I don't think the final chapter on Mike Tyson has been written.  Not even with this book.  He is still a troubled mix of contradictions, but come to find out, he realizes this.  He's even cool with it.  Mostly.

This book is written with a ghost writer.  I say 'with' a ghost writer instead of 'by' because it reads to me like a very long, extended interview.  These are indeed Mike Tyson's words, just organized and edited.

The book begins with a prologue explaining how he did not rape the woman he was convicted of raping, and how even though he hated the process and the judicial system and the boxing organizations that put him in the position to stand accused of rape, he thinks the judge who put him away probably saved his life.
   Then, in the very next chapter he outlines how horrific, abusive, and neglected his childhood was.  How he didn't learn right from wrong, how he idolized criminals because those were the people who were making it in his neighborhood.  How he became a criminal himself to escape bullying at school, and how he grew bolder and bolder with every criminal exploit he got away with.  The bullied kid became the bully.

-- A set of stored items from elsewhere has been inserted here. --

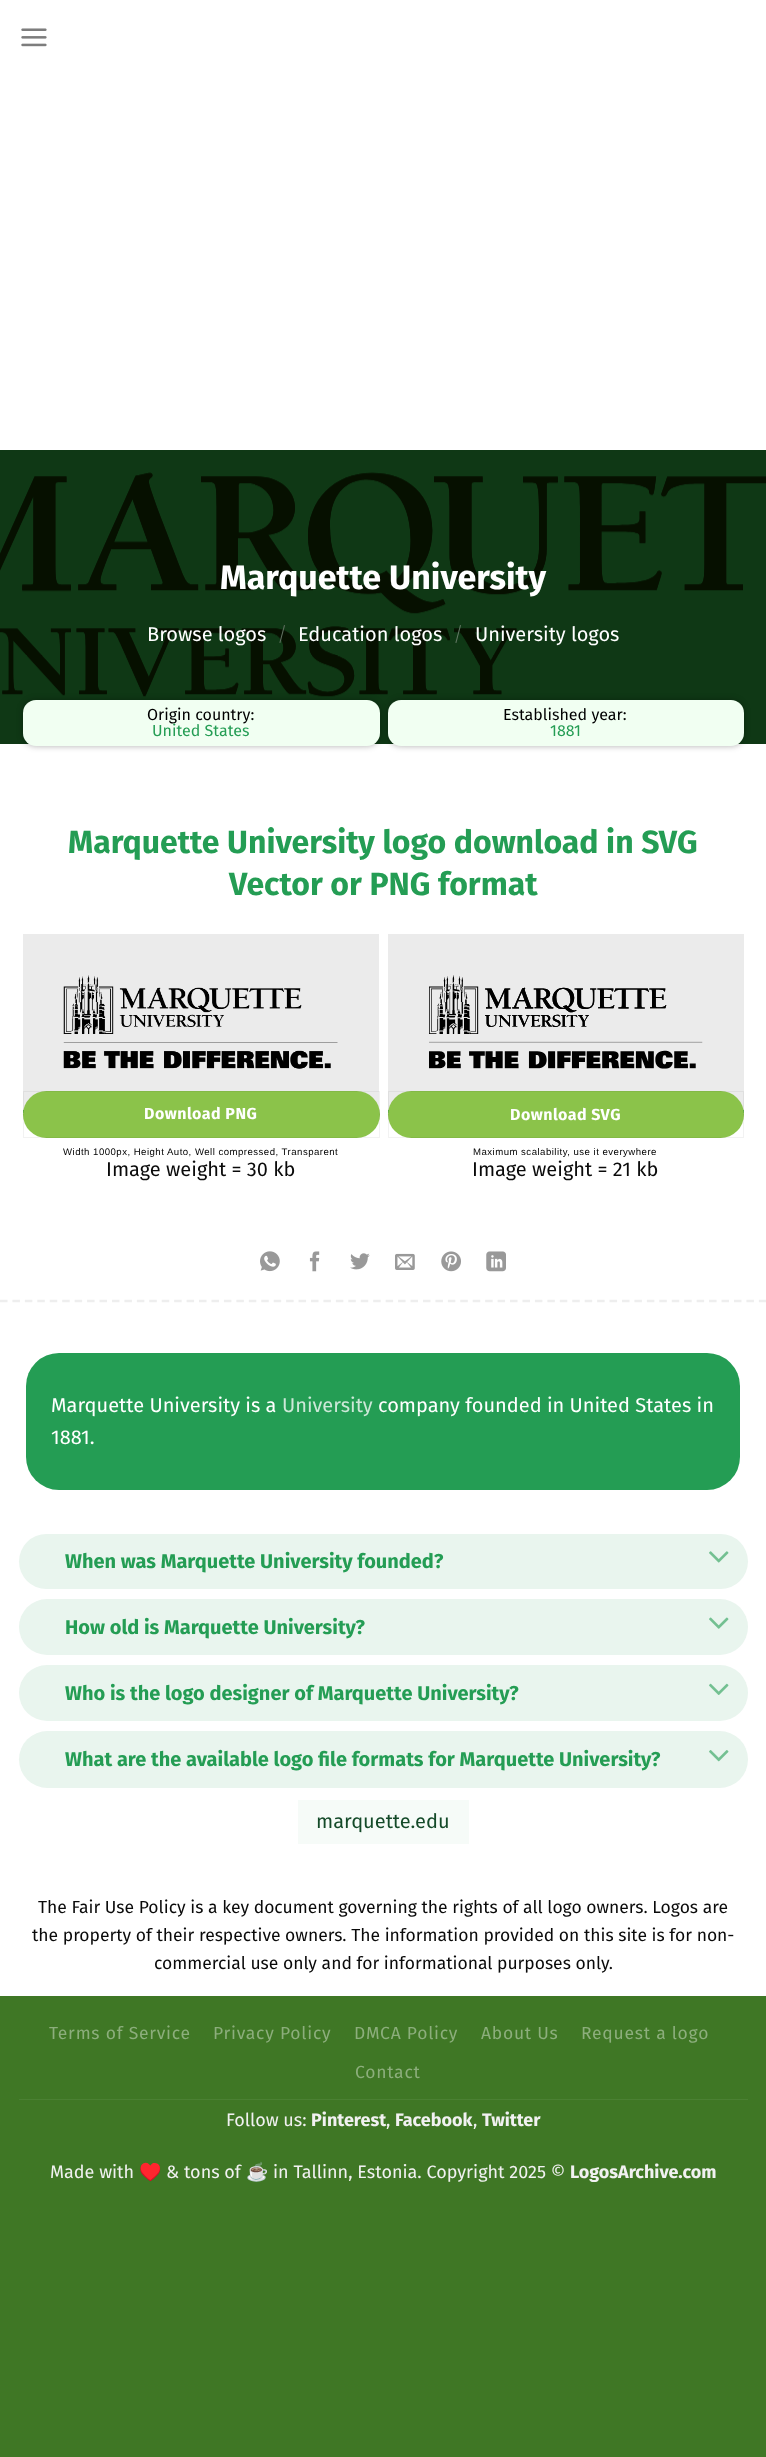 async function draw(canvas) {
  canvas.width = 766
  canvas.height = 2457
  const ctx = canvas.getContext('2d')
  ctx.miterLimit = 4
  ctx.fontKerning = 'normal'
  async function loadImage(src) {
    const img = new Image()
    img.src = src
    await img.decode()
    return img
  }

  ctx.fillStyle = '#3f7725'
  ctx.fillRect(0, 0, 766, 2457)
  ctx.fillStyle = '#fff'
  ctx.fillRect(0, 0, 766, 1996)
  ctx.drawImage(await loadImage('image0.png'), 21, 28, 26, 19)
  ctx.fillStyle = '#0f3815'
  ctx.fillRect(0, 450, 766, 294)
  ctx.drawImage(await loadImage('image1.png'), 0, 472, 766, 225)
  ctx.font = 'bold 34px Fira Sans'
  ctx.fillStyle = '#fff'
  ctx.fillText('Marquette University', 220, 589)
  ctx.font = '20px Fira Sans'
  ctx.fillText('Browse logos', 147, 641)
  ctx.font = '300 20px Fira Sans'
  ctx.fillStyle = '#607060'
  ctx.fillText('/', 277, 641)
  ctx.font = '20px Fira Sans'
  ctx.fillStyle = '#fff'
  ctx.fillText('Education logos', 298, 641)
  ctx.font = '300 20px Fira Sans'
  ctx.fillStyle = '#627864'
  ctx.fillText('/', 453, 641)
  ctx.font = '20px Fira Sans'
  ctx.fillStyle = '#fff'
  ctx.fillText('University logos', 475, 641)
  ctx.fillStyle = '#0000004f'
  ctx.filter = 'blur(3px)'
  ctx.beginPath()
  ctx.roundRect(23, 700, 357, 46, 13)
  ctx.fill()
  ctx.filter = 'none'
  ctx.fillStyle = '#f1fff2'
  ctx.beginPath()
  ctx.roundRect(23, 700, 357, 46, 13)
  ctx.fill()
  ctx.font = '16px Fira Sans'
  ctx.fillStyle = '#000'
  ctx.fillText('Origin country:', 147, 720)
  ctx.fillStyle = '#249d54'
  ctx.fillText('United States', 152, 736)
  ctx.fillStyle = '#0000004f'
  ctx.filter = 'blur(3px)'
  ctx.beginPath()
  ctx.roundRect(388, 700, 356, 46, 13)
  ctx.fill()
  ctx.filter = 'none'
  ctx.fillStyle = '#f1fff2'
  ctx.beginPath()
  ctx.roundRect(388, 700, 356, 46, 13)
  ctx.fill()
  ctx.fillStyle = '#000'
  ctx.fillText('Established year:', 503, 720)
  ctx.fillStyle = '#249d54'
  ctx.fillText('1881', 550, 736)
  ctx.font = 'bold 32px Fira Sans'
  ctx.fillText('Marquette University logo download in SVG', 68, 853)
  ctx.fillText('Vector or PNG format', 229, 895)
  ctx.beginPath()
  ctx.moveTo(0, 1301)
  ctx.lineTo(766, 1301)
  ctx.strokeStyle = '#eee'
  ctx.lineWidth = 2.5
  ctx.setLineDash([7.5, 4.94])
  ctx.stroke()
  ctx.fillStyle = '#ebebeb'
  ctx.fillRect(23, 934, 356, 176)
  ctx.fillStyle = '#259d54'
  ctx.fillRect(23, 1110, 1, 3)
  ctx.drawImage(await loadImage('image2.png'), 63, 975, 275, 94)
  ctx.fillStyle = '#8bc34a'
  ctx.beginPath()
  ctx.roundRect(23, 1091, 357, 47, 23.5)
  ctx.fill()
  ctx.strokeStyle = '#0000000d'
  ctx.lineWidth = 1
  ctx.setLineDash([])
  ctx.strokeRect(23.5, 1091.5, 356, 46)
  ctx.letterSpacing = '0.48px'
  ctx.font = 'bold 16px Fira Sans'
  ctx.fillStyle = '#fff'
  ctx.fillText('Download PNG', 144, 1119)
  ctx.font = '9.6px Liberation Sans'
  ctx.fillStyle = '#000'
  ctx.fillText('Width 1000px, Height Auto, Well compressed, Transparent', 63, 1155)
  ctx.letterSpacing = '0px'
  ctx.font = '20px Fira Sans'
  ctx.fillStyle = '#0a0a0a'
  ctx.fillText('Image weight = 30 kb', 106, 1176)
  ctx.fillStyle = '#ebebeb'
  ctx.fillRect(388, 934, 356, 176)
  ctx.fillStyle = '#259d54'
  ctx.fillRect(388, 1110, 356, 3)
  ctx.drawImage(await loadImage('image3.png'), 429, 975, 274, 94)
  ctx.fillStyle = '#8bc34a'
  ctx.beginPath()
  ctx.roundRect(388, 1091, 356, 47, 23.5)
  ctx.fill()
  ctx.strokeRect(388.5, 1091.5, 355, 46)
  ctx.letterSpacing = '0.48px'
  ctx.font = 'bold 16px Fira Sans'
  ctx.fillStyle = '#fff'
  ctx.fillText('Download SVG', 510, 1120)
  ctx.font = '9.6px Liberation Sans'
  ctx.fillStyle = '#000'
  ctx.fillText('Maximum scalability, use it everywhere', 473, 1155)
  ctx.letterSpacing = '0px'
  ctx.font = '20px Fira Sans'
  ctx.fillStyle = '#0a0a0a'
  ctx.fillText('Image weight = 21 kb', 472, 1176)
  ctx.drawImage(await loadImage('image4.png'), 260, 1251, 20, 21)
  ctx.drawImage(await loadImage('image5.png'), 309, 1251, 11, 21)
  ctx.drawImage(await loadImage('image6.png'), 350, 1253, 20, 17)
  ctx.drawImage(await loadImage('image7.png'), 395, 1253, 20, 17)
  ctx.drawImage(await loadImage('image8.png'), 441, 1251, 20, 21)
  ctx.drawImage(await loadImage('image9.png'), 486, 1251, 20, 21)
  ctx.fillStyle = '#249d54'
  ctx.beginPath()
  ctx.roundRect(26, 1353, 714, 137, 33)
  ctx.fill()
  ctx.fillStyle = '#fff'
  ctx.fillText('Marquette University is a', 51, 1412)
  ctx.fillStyle = '#cde8d8'
  ctx.fillText('University', 282, 1412)
  ctx.fillStyle = '#fff'
  ctx.fillText('company founded in United States in', 378, 1412)
  ctx.fillText('1881.', 51, 1444)
  ctx.fillStyle = '#e9f5ee'
  ctx.beginPath()
  ctx.roundRect(19, 1534, 729, 55, 27.5)
  ctx.fill()
  ctx.font = 'bold 20px Fira Sans'
  ctx.fillStyle = '#249d54'
  ctx.fillText('When was Marquette University founded?', 65, 1568)
  ctx.drawImage(await loadImage('image10.png'), 709, 1551, 20, 12)
  ctx.fillStyle = '#e9f5ee'
  ctx.beginPath()
  ctx.roundRect(19, 1599, 729, 56, 28)
  ctx.fill()
  ctx.fillStyle = '#249d54'
  ctx.fillText('How old is Marquette University?', 65, 1634)
  ctx.drawImage(await loadImage('image11.png'), 709, 1617, 20, 12)
  ctx.fillStyle = '#e9f5ee'
  ctx.beginPath()
  ctx.roundRect(19, 1665, 729, 56, 28)
  ctx.fill()
  ctx.fillStyle = '#249d54'
  ctx.fillText('Who is the logo designer of Marquette University?', 65, 1700)
  ctx.drawImage(await loadImage('image12.png'), 709, 1683, 20, 12)
  ctx.fillStyle = '#e9f5ee'
  ctx.beginPath()
  ctx.roundRect(19, 1731, 729, 57, 28.5)
  ctx.fill()
  ctx.fillStyle = '#249d54'
  ctx.fillText('What are the available logo file formats for Marquette University?', 65, 1766)
  ctx.drawImage(await loadImage('image13.png'), 709, 1750, 20, 12)
  ctx.fillStyle = '#f6fbf8'
  ctx.fillRect(298, 1800, 171, 44)
  ctx.font = '20px Fira Sans'
  ctx.fillStyle = '#144a29'
  ctx.fillText('marquette.edu', 316, 1828)
  ctx.font = '17.5px Fira Sans'
  ctx.fillStyle = '#0a0a0a'
  ctx.fillText('The Fair Use Policy is a key document governing the rights of all logo owners. Logos are', 38, 1913)
  ctx.fillText('the property of their respective owners. The information provided on this site is for non-', 32, 1941)
  ctx.fillText('commercial use only and for informational purposes only.', 154, 1969)
  ctx.fillStyle = '#4b8033'
  ctx.fillRect(19, 2099, 729, 1)
  ctx.letterSpacing = '0.75px'
  ctx.fillStyle = '#8cae7c'
  ctx.fillText('Terms of Service', 49, 2039)
  ctx.fillText('Privacy Policy', 213, 2039)
  ctx.fillText('DMCA Policy', 354, 2039)
  ctx.fillText('About Us', 481, 2039)
  ctx.fillText('Request a logo', 581, 2039)
  ctx.fillText('Contact', 355, 2078)
  ctx.letterSpacing = '0px'
  ctx.font = '18px Fira Sans'
  ctx.fillStyle = '#f1f1f1'
  ctx.fillText('Follow us:', 226, 2126)
  ctx.font = 'bold 18px Fira Sans'
  ctx.fillText('Pinterest', 311, 2126)
  ctx.font = '18px Fira Sans'
  ctx.fillText(',', 386, 2126)
  ctx.font = 'bold 18px Fira Sans'
  ctx.fillText('Facebook', 395, 2126)
  ctx.font = '18px Fira Sans'
  ctx.fillText(',', 473, 2126)
  ctx.font = 'bold 18px Fira Sans'
  ctx.fillText('Twitter', 482, 2126)
  ctx.font = '18px Fira Sans'
  ctx.fillText('Made with', 50, 2178)
  ctx.font = '18px Noto Color Emoji'
  ctx.fillText('♥️', 139, 2178)
  ctx.font = '18px Fira Sans'
  ctx.fillText('& tons of', 166, 2178)
  ctx.font = '18px Noto Color Emoji'
  ctx.fillText('☕', 246, 2178)
  ctx.font = '18px Fira Sans'
  ctx.fillText('in Tallinn, Estonia. Copyright 2025 ©', 273, 2178)
  ctx.font = 'bold 18px Fira Sans'
  ctx.fillText('LogosArchive.com', 570, 2178)
}

draw(document.querySelector('canvas'))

He doesn't see the contradiction.  Or the irony.  He outlines how he was - his words - 'an animal' and yet claims to have risen above that animal nature, at least in the one instance he was caught and convicted of a crime.  Not only does he not see the contradiction, it's not a contradiction in his mind.  He didn't rape that woman.  He did lie and cheat and steal and do drugs and conceive illegitimate children.  But the one crime he was convicted for he did not do.

This was a fascinating read.  Not the least reason of which is the sociological study of the effect of inner city destitution on children.  Mike Tyson's mother was a prostitute.  And he shared her bed until he was fifteen.  He grew up around thieves and pimps and drug dealers, only to become a thief and drug dealer himself, who victimized women.  In the question of nature vs. nurture, nurture won out. At least early on.

Mike Tyson was a victim for much of his life, even well after his boxing career was over.  He knows this, he says as much.  But he has in recent years risen above it.  Or gone beyond it, perhaps, he does take care to note his constant struggle not to revert to the insecure egomaniac he once was.

This isn't really a feel-good book.  You come away from it realizing that Mike Tyson is much more than his public persona once might have led you to believe.  But you also realize that he was, at one time, much less than that too.  And he's still teetering in between.  Could go either way.  He says in the book he's such an egomaniac he'd need to die in front of a crowd.  That still might happen.  But I hope it doesn't.

Read this book.  It is a genuine glimpse into the mind of a man more fascinating than you might think. 

Next week:
  Heart of Darkness   by Joseph Conrad
Yeah, I should have read this in high school.  I may have given it a try, but 'Apocalypse Now' was on VHS, why would I have wanted to read a book?  Plus, it's short, I can get it in by Sunday and get back on track.